The Advance Health Care Directive (AHCD) allows you to designate a person (health care agent, attorney-in-fact, representative, or surrogate) to make a decision for you if you are unable to speak for yourself. Almost all states in the US recognize the AHCD but have their own forms, as the laws vary by state.
At Gary A. Bixler Attorney at Law, we provide assistance in creating advance directives in Santa Maria, Grover Beach, and San Luis Obispo. We believe that by planning ahead, you can get the medical care you want, avoid unnecessary suffering, and relieve caregivers of the burden of making decisions in times of crisis or pain. You will also help reduce confusion or disagreement about decisions that you would like people to make on your behalf.
Why do you need Advance Directives?
Advance Directives are for every adult, including mature and emancipated minors.

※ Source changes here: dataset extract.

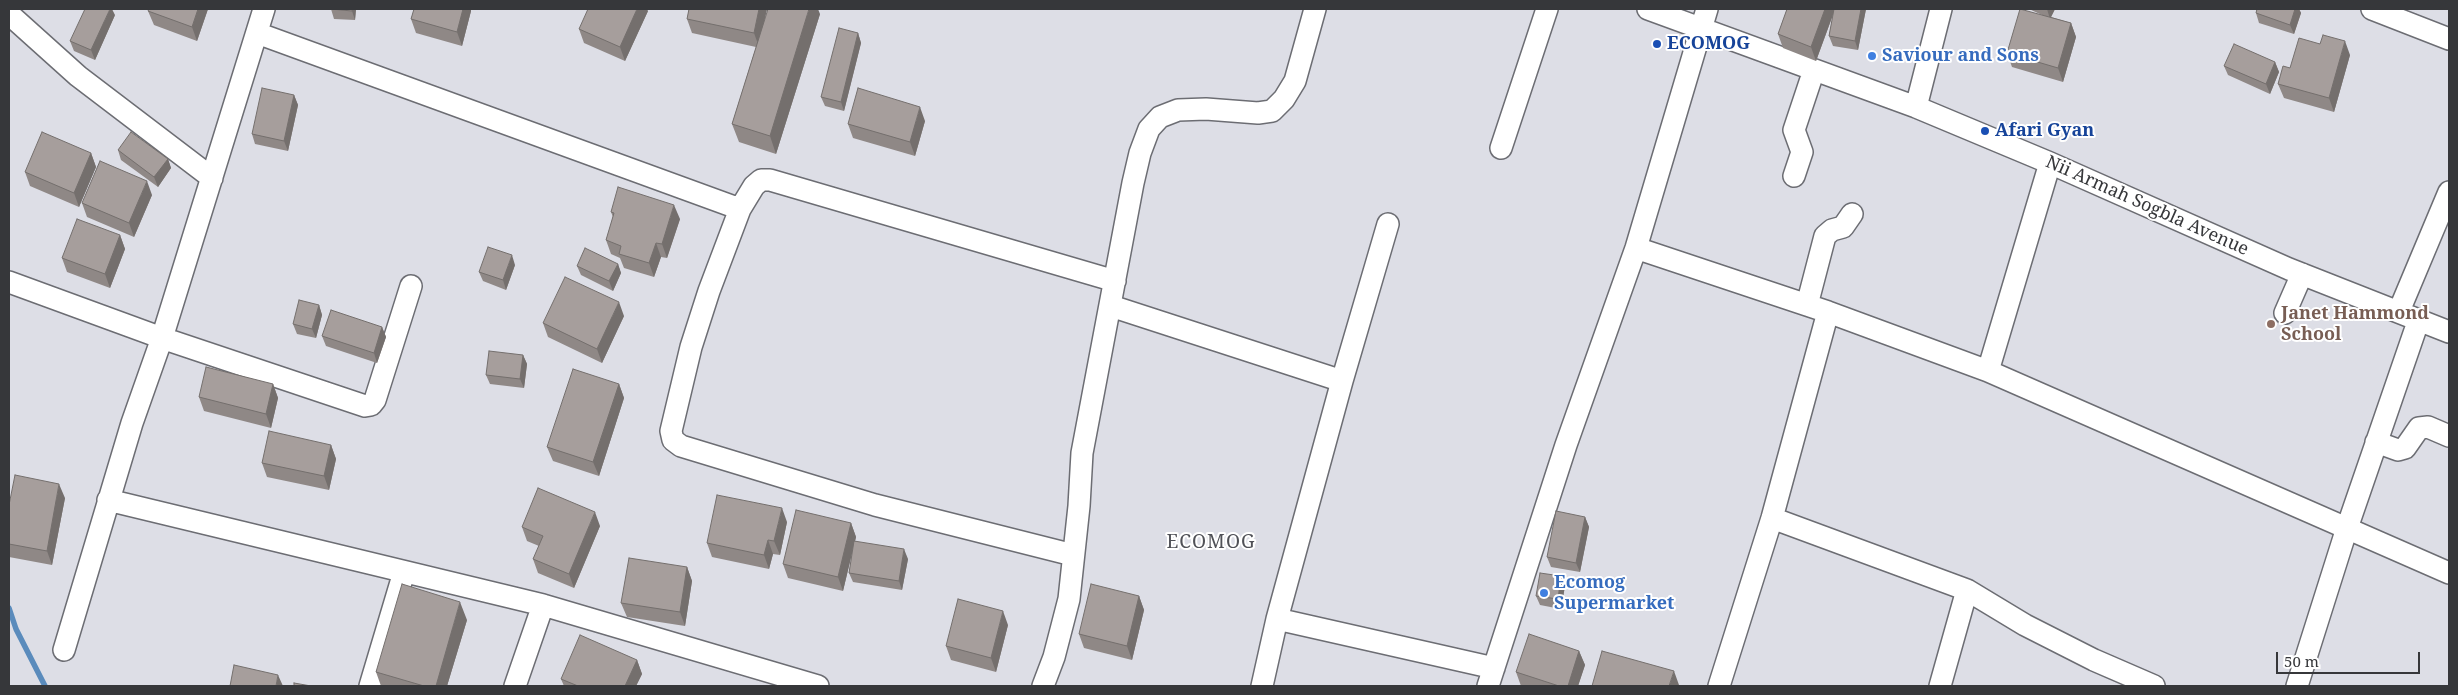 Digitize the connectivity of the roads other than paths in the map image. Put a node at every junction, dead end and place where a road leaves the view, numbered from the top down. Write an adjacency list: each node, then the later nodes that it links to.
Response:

You never know when you are going to have an accident or suffer from an illness that can leave you unable to make decisions on your health care. As per the recent stats, only 38% of Americans have a Designated Health Care Representative. Appointing a health care representative, also called health care power of attorney, gives the person you name the power to consent to your health care should you become incapacitated.
Appointing a health care representative can simplify your care. When choosing a person to make these kinds of decisions, the doctor does not need to ask every other person in the family about the medical procedure, and neither does he need to listen to different opinions on what needs to be done. The appointment of the health care representative causes one person to make decisions, and that person is the only person your doctor should consult.
Your appointment of a health care representative should be something that you consider on a regular basis to make sure you have the person suitable selected for the job. It is also important for your family to know who has this power of attorney so that person can be notified if something happens to you.
Discussing these issues with your attorney is an important step in creating and assigning these powers, and your appointment of a health care representative should be considered in conjunction with your living will.